=== INFORMATION PROVIDED ===

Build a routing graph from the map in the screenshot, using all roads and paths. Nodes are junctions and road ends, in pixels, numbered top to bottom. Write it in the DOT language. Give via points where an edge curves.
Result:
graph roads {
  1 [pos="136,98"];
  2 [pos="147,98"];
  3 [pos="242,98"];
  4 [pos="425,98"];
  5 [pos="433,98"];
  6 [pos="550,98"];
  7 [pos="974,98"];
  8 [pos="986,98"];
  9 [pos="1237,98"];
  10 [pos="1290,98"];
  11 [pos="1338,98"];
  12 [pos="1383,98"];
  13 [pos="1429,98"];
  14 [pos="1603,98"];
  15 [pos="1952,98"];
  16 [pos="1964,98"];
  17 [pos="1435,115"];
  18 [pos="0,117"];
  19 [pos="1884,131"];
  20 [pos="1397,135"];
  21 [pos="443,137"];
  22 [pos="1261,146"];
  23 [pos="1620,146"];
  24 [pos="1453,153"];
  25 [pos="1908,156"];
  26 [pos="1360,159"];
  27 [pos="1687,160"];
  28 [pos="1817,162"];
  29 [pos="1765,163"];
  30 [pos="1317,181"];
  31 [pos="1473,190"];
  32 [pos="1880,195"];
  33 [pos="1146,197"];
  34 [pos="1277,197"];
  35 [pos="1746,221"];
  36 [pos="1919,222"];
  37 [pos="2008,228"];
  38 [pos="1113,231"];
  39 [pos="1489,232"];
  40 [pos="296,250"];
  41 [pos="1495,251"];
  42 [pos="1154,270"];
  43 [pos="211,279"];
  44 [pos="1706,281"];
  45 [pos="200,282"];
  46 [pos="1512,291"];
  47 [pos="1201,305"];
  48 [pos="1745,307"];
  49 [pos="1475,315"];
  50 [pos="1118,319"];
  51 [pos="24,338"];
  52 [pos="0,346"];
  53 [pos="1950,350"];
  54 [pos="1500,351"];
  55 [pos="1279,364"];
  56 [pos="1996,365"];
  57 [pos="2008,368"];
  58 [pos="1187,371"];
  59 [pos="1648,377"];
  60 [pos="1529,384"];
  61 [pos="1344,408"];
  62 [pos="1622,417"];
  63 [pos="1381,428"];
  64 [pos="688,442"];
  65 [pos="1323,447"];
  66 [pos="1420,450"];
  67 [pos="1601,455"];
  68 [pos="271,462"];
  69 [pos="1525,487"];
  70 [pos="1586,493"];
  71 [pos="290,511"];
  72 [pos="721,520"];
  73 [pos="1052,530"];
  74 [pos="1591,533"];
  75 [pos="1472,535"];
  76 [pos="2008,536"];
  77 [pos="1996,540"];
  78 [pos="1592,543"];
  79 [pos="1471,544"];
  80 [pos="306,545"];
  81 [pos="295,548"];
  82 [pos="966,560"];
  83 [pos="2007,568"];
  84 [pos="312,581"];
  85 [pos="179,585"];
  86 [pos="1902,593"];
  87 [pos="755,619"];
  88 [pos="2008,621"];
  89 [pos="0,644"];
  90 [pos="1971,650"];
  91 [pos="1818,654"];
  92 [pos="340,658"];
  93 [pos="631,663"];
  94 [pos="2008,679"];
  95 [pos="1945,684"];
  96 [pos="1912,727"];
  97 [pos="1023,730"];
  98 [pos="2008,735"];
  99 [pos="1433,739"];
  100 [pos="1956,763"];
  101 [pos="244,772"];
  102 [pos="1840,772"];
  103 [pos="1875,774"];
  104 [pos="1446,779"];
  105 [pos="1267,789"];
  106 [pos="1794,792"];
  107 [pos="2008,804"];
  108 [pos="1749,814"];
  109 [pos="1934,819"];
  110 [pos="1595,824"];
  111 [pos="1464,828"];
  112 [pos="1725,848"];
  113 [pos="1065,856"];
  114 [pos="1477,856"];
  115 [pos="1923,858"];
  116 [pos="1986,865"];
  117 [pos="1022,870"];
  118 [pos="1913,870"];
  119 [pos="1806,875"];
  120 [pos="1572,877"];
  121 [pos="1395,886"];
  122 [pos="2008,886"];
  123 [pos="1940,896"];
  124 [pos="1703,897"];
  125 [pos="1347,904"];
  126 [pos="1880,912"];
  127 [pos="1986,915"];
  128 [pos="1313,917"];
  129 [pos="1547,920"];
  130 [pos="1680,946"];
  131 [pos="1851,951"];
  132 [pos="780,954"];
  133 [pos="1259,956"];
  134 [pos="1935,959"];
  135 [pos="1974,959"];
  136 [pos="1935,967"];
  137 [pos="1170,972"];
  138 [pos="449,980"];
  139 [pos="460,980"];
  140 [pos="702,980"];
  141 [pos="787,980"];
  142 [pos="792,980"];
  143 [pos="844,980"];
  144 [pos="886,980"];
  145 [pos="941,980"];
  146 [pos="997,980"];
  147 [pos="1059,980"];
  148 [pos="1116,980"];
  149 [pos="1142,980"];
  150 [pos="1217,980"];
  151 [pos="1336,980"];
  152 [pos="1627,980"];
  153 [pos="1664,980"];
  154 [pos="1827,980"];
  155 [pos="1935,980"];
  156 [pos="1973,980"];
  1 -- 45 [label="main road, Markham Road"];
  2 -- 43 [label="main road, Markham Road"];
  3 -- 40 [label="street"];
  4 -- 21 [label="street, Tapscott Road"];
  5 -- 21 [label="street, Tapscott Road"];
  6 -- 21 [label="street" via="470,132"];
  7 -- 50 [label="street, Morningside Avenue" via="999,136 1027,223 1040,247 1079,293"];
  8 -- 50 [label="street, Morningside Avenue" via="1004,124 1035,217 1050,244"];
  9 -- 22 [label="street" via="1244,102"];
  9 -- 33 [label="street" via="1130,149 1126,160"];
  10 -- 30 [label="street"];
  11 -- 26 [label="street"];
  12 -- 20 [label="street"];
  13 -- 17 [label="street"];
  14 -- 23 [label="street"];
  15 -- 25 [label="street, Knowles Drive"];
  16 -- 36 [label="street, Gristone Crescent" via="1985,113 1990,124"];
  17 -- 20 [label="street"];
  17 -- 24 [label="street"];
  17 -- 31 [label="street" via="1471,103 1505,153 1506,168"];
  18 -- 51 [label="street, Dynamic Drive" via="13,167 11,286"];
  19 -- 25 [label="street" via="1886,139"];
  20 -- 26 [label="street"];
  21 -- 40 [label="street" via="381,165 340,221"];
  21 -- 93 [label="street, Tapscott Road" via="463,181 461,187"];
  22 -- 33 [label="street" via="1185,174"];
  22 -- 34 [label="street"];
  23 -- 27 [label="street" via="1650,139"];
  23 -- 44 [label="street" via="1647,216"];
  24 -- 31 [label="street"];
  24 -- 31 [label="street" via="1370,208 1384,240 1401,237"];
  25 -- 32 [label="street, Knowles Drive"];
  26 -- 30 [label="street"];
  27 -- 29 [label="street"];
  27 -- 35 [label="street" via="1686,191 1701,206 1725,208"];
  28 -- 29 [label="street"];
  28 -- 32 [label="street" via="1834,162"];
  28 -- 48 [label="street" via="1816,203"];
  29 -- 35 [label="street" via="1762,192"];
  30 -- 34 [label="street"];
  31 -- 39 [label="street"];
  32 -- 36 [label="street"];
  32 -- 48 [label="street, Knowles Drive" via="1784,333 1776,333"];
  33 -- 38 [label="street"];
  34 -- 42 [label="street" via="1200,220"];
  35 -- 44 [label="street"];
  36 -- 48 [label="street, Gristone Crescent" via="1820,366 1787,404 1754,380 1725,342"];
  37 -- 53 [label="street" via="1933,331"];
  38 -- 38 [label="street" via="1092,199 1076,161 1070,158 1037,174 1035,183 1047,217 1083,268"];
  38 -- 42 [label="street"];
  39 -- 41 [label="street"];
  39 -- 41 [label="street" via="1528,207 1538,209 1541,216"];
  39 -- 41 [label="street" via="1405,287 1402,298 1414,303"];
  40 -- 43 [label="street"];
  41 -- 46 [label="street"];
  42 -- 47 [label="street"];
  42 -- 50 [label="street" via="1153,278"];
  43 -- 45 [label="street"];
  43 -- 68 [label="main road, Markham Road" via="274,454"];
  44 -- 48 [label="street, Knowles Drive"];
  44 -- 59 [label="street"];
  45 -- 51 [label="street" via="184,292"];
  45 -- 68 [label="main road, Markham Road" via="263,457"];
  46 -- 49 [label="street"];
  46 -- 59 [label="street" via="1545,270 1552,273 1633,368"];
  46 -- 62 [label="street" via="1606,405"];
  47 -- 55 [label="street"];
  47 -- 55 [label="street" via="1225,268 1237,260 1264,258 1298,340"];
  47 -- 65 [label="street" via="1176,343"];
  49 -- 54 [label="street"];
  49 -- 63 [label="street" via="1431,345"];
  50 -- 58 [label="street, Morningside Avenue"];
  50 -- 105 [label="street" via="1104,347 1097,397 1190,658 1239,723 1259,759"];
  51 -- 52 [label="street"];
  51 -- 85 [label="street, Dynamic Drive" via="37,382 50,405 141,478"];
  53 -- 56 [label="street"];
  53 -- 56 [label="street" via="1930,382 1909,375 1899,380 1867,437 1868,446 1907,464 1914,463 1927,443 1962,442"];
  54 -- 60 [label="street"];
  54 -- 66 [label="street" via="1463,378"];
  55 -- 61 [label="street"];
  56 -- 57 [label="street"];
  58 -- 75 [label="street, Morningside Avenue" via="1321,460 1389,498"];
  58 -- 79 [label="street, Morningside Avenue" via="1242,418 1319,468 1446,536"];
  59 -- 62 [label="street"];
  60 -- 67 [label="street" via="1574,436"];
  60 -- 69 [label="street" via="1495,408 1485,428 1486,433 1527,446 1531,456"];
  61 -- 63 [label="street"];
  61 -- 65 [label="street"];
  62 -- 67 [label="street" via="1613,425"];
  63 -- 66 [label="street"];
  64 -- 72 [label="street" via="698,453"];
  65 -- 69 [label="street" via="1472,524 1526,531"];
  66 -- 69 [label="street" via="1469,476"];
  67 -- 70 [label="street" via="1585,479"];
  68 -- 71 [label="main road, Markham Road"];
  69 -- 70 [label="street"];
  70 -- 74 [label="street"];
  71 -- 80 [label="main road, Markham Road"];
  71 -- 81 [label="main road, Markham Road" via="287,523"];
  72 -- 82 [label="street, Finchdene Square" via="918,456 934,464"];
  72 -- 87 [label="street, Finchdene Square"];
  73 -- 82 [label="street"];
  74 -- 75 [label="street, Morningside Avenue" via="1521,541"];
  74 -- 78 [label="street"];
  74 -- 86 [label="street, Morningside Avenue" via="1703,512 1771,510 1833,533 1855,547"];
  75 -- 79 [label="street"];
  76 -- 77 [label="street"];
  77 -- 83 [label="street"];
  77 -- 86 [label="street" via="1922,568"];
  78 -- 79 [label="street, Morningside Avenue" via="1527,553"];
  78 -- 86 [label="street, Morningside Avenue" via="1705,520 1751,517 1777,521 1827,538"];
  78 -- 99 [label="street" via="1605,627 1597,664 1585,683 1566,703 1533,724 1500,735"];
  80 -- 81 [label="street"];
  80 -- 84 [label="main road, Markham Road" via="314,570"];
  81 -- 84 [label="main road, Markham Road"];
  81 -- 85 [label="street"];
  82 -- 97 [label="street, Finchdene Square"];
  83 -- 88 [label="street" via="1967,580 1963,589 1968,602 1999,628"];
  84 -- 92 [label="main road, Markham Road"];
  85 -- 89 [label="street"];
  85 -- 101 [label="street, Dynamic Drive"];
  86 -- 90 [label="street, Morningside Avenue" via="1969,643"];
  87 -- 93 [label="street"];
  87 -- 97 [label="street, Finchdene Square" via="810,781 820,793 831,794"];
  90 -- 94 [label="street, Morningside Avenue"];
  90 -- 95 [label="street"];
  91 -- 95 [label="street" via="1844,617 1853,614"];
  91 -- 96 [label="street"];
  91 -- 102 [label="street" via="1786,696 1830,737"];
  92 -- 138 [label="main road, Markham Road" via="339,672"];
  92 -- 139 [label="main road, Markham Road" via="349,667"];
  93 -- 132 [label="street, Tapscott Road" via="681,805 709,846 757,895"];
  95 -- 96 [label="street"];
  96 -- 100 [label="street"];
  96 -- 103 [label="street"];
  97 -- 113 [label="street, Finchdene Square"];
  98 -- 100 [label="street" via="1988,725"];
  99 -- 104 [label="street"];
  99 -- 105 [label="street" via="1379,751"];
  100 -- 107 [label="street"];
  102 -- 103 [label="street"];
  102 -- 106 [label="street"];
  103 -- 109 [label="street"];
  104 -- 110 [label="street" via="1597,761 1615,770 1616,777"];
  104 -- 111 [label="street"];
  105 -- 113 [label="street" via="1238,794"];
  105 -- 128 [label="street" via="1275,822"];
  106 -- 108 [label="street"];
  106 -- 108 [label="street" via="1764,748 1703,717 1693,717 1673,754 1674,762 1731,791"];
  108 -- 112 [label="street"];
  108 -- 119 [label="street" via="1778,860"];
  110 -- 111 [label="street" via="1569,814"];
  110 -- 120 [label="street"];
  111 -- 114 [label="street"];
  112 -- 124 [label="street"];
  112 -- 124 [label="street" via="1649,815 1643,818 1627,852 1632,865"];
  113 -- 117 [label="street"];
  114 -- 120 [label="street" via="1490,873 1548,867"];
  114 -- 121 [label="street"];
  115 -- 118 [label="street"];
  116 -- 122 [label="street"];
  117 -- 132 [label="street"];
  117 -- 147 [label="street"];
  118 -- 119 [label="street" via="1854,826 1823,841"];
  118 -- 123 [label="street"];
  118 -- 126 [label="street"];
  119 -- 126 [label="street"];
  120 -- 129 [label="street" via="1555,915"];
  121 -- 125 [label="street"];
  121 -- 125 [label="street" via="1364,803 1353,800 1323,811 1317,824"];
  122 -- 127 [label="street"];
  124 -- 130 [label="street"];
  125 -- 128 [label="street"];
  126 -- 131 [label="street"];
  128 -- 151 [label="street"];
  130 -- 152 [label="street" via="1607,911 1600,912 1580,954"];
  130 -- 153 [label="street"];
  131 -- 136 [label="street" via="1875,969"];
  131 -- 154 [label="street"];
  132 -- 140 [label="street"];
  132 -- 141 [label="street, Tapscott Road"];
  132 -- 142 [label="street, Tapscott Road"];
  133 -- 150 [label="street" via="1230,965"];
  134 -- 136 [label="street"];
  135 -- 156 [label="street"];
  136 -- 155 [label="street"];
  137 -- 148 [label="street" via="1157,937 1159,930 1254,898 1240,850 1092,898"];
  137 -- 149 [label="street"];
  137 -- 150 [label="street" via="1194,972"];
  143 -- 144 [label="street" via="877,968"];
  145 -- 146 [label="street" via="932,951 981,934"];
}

===

## TASK INSTRUCTIONS
Whenever a line of the entries contains the string "Markham", copy that line.

## RESULT BELOW
  1 -- 45 [label="main road, Markham Road"];
  2 -- 43 [label="main road, Markham Road"];
  43 -- 68 [label="main road, Markham Road" via="274,454"];
  45 -- 68 [label="main road, Markham Road" via="263,457"];
  68 -- 71 [label="main road, Markham Road"];
  71 -- 80 [label="main road, Markham Road"];
  71 -- 81 [label="main road, Markham Road" via="287,523"];
  80 -- 84 [label="main road, Markham Road" via="314,570"];
  81 -- 84 [label="main road, Markham Road"];
  84 -- 92 [label="main road, Markham Road"];
  92 -- 138 [label="main road, Markham Road" via="339,672"];
  92 -- 139 [label="main road, Markham Road" via="349,667"];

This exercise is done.